• Task directions: Pick each line containing "road" out of the records.

<<<<

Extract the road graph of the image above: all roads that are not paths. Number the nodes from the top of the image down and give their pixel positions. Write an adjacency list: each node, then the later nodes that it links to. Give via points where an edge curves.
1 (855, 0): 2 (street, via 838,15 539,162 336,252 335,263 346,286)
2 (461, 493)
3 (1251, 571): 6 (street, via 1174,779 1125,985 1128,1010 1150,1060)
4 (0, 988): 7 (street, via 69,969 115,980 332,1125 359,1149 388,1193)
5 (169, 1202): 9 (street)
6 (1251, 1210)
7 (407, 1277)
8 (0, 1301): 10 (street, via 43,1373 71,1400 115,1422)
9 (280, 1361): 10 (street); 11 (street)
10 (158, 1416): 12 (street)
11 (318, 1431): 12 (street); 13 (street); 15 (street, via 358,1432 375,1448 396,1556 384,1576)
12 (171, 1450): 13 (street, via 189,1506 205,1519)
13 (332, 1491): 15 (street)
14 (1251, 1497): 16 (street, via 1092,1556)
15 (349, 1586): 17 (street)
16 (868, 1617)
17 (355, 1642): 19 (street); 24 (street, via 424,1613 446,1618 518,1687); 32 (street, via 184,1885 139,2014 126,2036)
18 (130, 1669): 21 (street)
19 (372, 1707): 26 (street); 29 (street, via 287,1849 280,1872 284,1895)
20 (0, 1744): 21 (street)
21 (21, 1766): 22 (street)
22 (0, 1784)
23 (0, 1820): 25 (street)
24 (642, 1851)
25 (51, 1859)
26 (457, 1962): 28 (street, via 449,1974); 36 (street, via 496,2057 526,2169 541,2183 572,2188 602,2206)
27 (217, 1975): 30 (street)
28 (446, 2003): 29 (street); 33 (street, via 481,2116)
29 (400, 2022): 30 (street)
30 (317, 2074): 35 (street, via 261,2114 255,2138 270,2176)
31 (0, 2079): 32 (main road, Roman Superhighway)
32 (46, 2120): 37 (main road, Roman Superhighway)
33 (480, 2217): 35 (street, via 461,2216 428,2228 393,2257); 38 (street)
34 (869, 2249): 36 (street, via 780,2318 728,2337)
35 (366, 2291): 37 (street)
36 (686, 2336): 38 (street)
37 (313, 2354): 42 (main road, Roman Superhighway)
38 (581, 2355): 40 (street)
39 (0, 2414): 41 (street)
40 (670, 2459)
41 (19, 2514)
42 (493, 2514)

>>>>

• Answer to the problem:
Extract the road graph of the image above: all roads that are not paths. Number the nodes from the top of the image down and give their pixel positions. Write an adjacency list: each node, then the later nodes that it links to. Give via points where an edge curves.
31 (0, 2079): 32 (main road, Roman Superhighway)
32 (46, 2120): 37 (main road, Roman Superhighway)
37 (313, 2354): 42 (main road, Roman Superhighway)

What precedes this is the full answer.